* [Task brief]: Extract each record and reproduce it exactly.
── Given data
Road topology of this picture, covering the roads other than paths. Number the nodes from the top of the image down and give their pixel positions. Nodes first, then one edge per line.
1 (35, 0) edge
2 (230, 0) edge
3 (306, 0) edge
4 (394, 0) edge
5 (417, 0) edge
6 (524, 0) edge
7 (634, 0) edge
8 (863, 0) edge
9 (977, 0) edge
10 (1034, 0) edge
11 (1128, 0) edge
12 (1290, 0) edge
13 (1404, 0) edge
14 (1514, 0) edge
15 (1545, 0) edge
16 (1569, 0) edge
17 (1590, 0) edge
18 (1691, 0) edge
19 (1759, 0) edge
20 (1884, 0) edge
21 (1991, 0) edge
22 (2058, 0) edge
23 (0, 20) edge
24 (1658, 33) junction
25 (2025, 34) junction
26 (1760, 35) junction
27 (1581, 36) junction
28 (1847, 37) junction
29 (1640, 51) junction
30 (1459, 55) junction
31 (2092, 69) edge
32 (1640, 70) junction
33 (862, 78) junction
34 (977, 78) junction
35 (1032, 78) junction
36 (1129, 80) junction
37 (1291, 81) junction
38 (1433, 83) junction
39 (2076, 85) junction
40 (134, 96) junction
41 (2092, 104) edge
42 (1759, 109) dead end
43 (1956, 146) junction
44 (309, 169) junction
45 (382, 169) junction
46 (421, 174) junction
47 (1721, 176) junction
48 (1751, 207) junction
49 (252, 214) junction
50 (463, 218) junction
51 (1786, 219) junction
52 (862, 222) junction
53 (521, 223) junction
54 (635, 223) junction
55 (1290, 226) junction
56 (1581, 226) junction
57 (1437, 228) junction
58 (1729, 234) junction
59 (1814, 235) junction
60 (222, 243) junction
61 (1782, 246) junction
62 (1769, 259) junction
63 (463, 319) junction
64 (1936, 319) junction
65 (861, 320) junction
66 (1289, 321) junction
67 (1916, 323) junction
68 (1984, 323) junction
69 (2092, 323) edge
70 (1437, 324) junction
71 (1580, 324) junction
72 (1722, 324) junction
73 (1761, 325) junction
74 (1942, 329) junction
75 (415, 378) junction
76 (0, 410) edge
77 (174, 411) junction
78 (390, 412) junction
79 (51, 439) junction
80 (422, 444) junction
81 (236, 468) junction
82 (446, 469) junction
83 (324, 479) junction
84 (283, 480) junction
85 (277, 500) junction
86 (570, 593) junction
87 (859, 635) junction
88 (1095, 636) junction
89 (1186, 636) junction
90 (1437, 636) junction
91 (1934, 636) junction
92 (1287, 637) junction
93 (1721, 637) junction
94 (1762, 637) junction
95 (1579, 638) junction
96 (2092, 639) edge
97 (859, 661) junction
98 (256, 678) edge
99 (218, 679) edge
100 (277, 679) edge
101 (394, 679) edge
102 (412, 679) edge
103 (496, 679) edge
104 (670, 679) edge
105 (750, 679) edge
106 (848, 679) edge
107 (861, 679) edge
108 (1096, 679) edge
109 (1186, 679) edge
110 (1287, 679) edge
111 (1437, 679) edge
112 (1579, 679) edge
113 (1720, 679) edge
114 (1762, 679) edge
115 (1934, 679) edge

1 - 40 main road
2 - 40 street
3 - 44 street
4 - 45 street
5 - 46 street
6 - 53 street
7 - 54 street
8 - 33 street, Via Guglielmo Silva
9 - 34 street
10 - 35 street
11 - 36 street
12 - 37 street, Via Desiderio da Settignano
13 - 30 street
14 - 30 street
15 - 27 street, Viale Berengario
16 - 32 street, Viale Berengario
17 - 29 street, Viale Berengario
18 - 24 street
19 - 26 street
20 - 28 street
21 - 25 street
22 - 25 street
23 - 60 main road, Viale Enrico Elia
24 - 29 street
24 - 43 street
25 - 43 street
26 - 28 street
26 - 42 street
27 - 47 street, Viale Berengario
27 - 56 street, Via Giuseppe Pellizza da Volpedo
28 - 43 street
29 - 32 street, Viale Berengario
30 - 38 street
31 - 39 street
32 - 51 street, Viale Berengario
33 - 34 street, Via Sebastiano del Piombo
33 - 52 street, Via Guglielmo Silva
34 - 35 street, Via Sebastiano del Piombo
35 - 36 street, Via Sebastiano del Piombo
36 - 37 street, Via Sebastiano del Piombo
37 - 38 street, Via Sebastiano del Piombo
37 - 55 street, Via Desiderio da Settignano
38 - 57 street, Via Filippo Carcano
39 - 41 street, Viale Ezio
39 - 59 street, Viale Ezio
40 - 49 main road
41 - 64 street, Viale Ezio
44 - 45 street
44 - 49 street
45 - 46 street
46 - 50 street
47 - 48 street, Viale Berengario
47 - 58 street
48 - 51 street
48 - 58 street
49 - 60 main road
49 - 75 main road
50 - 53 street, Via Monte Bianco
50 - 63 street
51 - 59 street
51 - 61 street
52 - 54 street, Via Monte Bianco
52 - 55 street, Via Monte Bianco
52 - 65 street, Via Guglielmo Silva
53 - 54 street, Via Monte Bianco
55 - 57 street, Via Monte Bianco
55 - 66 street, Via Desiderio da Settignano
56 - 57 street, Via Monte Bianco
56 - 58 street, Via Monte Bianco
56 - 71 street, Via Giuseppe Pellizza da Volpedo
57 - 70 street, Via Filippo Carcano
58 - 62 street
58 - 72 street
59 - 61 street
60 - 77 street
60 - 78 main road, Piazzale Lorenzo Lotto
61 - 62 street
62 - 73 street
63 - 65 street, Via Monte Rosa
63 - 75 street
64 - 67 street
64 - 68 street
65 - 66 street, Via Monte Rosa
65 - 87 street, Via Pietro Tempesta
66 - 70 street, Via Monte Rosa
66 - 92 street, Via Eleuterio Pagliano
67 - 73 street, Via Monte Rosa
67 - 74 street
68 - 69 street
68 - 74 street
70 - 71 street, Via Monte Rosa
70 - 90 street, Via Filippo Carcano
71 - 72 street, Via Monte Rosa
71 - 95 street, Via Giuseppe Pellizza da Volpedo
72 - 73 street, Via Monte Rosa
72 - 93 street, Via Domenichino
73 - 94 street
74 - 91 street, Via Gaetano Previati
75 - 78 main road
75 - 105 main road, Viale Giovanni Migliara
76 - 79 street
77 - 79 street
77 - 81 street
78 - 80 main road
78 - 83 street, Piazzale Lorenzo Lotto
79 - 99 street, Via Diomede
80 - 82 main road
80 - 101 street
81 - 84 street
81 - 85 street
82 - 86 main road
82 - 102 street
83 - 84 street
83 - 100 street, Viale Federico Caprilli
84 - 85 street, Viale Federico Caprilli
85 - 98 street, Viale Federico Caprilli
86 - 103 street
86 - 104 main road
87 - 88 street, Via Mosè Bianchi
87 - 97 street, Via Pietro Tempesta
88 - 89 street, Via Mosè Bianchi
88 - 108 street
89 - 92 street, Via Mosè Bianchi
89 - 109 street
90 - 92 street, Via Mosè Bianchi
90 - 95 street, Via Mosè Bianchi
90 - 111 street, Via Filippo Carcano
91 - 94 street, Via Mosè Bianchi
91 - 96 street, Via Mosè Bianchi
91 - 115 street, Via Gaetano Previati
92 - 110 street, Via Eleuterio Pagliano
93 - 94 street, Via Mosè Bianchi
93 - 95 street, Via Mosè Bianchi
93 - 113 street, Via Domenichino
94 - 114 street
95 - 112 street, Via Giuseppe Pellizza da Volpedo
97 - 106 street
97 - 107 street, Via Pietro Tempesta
────
* [Result for this exercise]:
Road topology of this picture, covering the roads other than paths. Number the nodes from the top of the image down and give their pixel positions. Nodes first, then one edge per line.
1 (35, 0) edge
2 (230, 0) edge
3 (306, 0) edge
4 (394, 0) edge
5 (417, 0) edge
6 (524, 0) edge
7 (634, 0) edge
8 (863, 0) edge
9 (977, 0) edge
10 (1034, 0) edge
11 (1128, 0) edge
12 (1290, 0) edge
13 (1404, 0) edge
14 (1514, 0) edge
15 (1545, 0) edge
16 (1569, 0) edge
17 (1590, 0) edge
18 (1691, 0) edge
19 (1759, 0) edge
20 (1884, 0) edge
21 (1991, 0) edge
22 (2058, 0) edge
23 (0, 20) edge
24 (1658, 33) junction
25 (2025, 34) junction
26 (1760, 35) junction
27 (1581, 36) junction
28 (1847, 37) junction
29 (1640, 51) junction
30 (1459, 55) junction
31 (2092, 69) edge
32 (1640, 70) junction
33 (862, 78) junction
34 (977, 78) junction
35 (1032, 78) junction
36 (1129, 80) junction
37 (1291, 81) junction
38 (1433, 83) junction
39 (2076, 85) junction
40 (134, 96) junction
41 (2092, 104) edge
42 (1759, 109) dead end
43 (1956, 146) junction
44 (309, 169) junction
45 (382, 169) junction
46 (421, 174) junction
47 (1721, 176) junction
48 (1751, 207) junction
49 (252, 214) junction
50 (463, 218) junction
51 (1786, 219) junction
52 (862, 222) junction
53 (521, 223) junction
54 (635, 223) junction
55 (1290, 226) junction
56 (1581, 226) junction
57 (1437, 228) junction
58 (1729, 234) junction
59 (1814, 235) junction
60 (222, 243) junction
61 (1782, 246) junction
62 (1769, 259) junction
63 (463, 319) junction
64 (1936, 319) junction
65 (861, 320) junction
66 (1289, 321) junction
67 (1916, 323) junction
68 (1984, 323) junction
69 (2092, 323) edge
70 (1437, 324) junction
71 (1580, 324) junction
72 (1722, 324) junction
73 (1761, 325) junction
74 (1942, 329) junction
75 (415, 378) junction
76 (0, 410) edge
77 (174, 411) junction
78 (390, 412) junction
79 (51, 439) junction
80 (422, 444) junction
81 (236, 468) junction
82 (446, 469) junction
83 (324, 479) junction
84 (283, 480) junction
85 (277, 500) junction
86 (570, 593) junction
87 (859, 635) junction
88 (1095, 636) junction
89 (1186, 636) junction
90 (1437, 636) junction
91 (1934, 636) junction
92 (1287, 637) junction
93 (1721, 637) junction
94 (1762, 637) junction
95 (1579, 638) junction
96 (2092, 639) edge
97 (859, 661) junction
98 (256, 678) edge
99 (218, 679) edge
100 (277, 679) edge
101 (394, 679) edge
102 (412, 679) edge
103 (496, 679) edge
104 (670, 679) edge
105 (750, 679) edge
106 (848, 679) edge
107 (861, 679) edge
108 (1096, 679) edge
109 (1186, 679) edge
110 (1287, 679) edge
111 (1437, 679) edge
112 (1579, 679) edge
113 (1720, 679) edge
114 (1762, 679) edge
115 (1934, 679) edge

1 - 40 main road
2 - 40 street
3 - 44 street
4 - 45 street
5 - 46 street
6 - 53 street
7 - 54 street
8 - 33 street, Via Guglielmo Silva
9 - 34 street
10 - 35 street
11 - 36 street
12 - 37 street, Via Desiderio da Settignano
13 - 30 street
14 - 30 street
15 - 27 street, Viale Berengario
16 - 32 street, Viale Berengario
17 - 29 street, Viale Berengario
18 - 24 street
19 - 26 street
20 - 28 street
21 - 25 street
22 - 25 street
23 - 60 main road, Viale Enrico Elia
24 - 29 street
24 - 43 street
25 - 43 street
26 - 28 street
26 - 42 street
27 - 47 street, Viale Berengario
27 - 56 street, Via Giuseppe Pellizza da Volpedo
28 - 43 street
29 - 32 street, Viale Berengario
30 - 38 street
31 - 39 street
32 - 51 street, Viale Berengario
33 - 34 street, Via Sebastiano del Piombo
33 - 52 street, Via Guglielmo Silva
34 - 35 street, Via Sebastiano del Piombo
35 - 36 street, Via Sebastiano del Piombo
36 - 37 street, Via Sebastiano del Piombo
37 - 38 street, Via Sebastiano del Piombo
37 - 55 street, Via Desiderio da Settignano
38 - 57 street, Via Filippo Carcano
39 - 41 street, Viale Ezio
39 - 59 street, Viale Ezio
40 - 49 main road
41 - 64 street, Viale Ezio
44 - 45 street
44 - 49 street
45 - 46 street
46 - 50 street
47 - 48 street, Viale Berengario
47 - 58 street
48 - 51 street
48 - 58 street
49 - 60 main road
49 - 75 main road
50 - 53 street, Via Monte Bianco
50 - 63 street
51 - 59 street
51 - 61 street
52 - 54 street, Via Monte Bianco
52 - 55 street, Via Monte Bianco
52 - 65 street, Via Guglielmo Silva
53 - 54 street, Via Monte Bianco
55 - 57 street, Via Monte Bianco
55 - 66 street, Via Desiderio da Settignano
56 - 57 street, Via Monte Bianco
56 - 58 street, Via Monte Bianco
56 - 71 street, Via Giuseppe Pellizza da Volpedo
57 - 70 street, Via Filippo Carcano
58 - 62 street
58 - 72 street
59 - 61 street
60 - 77 street
60 - 78 main road, Piazzale Lorenzo Lotto
61 - 62 street
62 - 73 street
63 - 65 street, Via Monte Rosa
63 - 75 street
64 - 67 street
64 - 68 street
65 - 66 street, Via Monte Rosa
65 - 87 street, Via Pietro Tempesta
66 - 70 street, Via Monte Rosa
66 - 92 street, Via Eleuterio Pagliano
67 - 73 street, Via Monte Rosa
67 - 74 street
68 - 69 street
68 - 74 street
70 - 71 street, Via Monte Rosa
70 - 90 street, Via Filippo Carcano
71 - 72 street, Via Monte Rosa
71 - 95 street, Via Giuseppe Pellizza da Volpedo
72 - 73 street, Via Monte Rosa
72 - 93 street, Via Domenichino
73 - 94 street
74 - 91 street, Via Gaetano Previati
75 - 78 main road
75 - 105 main road, Viale Giovanni Migliara
76 - 79 street
77 - 79 street
77 - 81 street
78 - 80 main road
78 - 83 street, Piazzale Lorenzo Lotto
79 - 99 street, Via Diomede
80 - 82 main road
80 - 101 street
81 - 84 street
81 - 85 street
82 - 86 main road
82 - 102 street
83 - 84 street
83 - 100 street, Viale Federico Caprilli
84 - 85 street, Viale Federico Caprilli
85 - 98 street, Viale Federico Caprilli
86 - 103 street
86 - 104 main road
87 - 88 street, Via Mosè Bianchi
87 - 97 street, Via Pietro Tempesta
88 - 89 street, Via Mosè Bianchi
88 - 108 street
89 - 92 street, Via Mosè Bianchi
89 - 109 street
90 - 92 street, Via Mosè Bianchi
90 - 95 street, Via Mosè Bianchi
90 - 111 street, Via Filippo Carcano
91 - 94 street, Via Mosè Bianchi
91 - 96 street, Via Mosè Bianchi
91 - 115 street, Via Gaetano Previati
92 - 110 street, Via Eleuterio Pagliano
93 - 94 street, Via Mosè Bianchi
93 - 95 street, Via Mosè Bianchi
93 - 113 street, Via Domenichino
94 - 114 street
95 - 112 street, Via Giuseppe Pellizza da Volpedo
97 - 106 street
97 - 107 street, Via Pietro Tempesta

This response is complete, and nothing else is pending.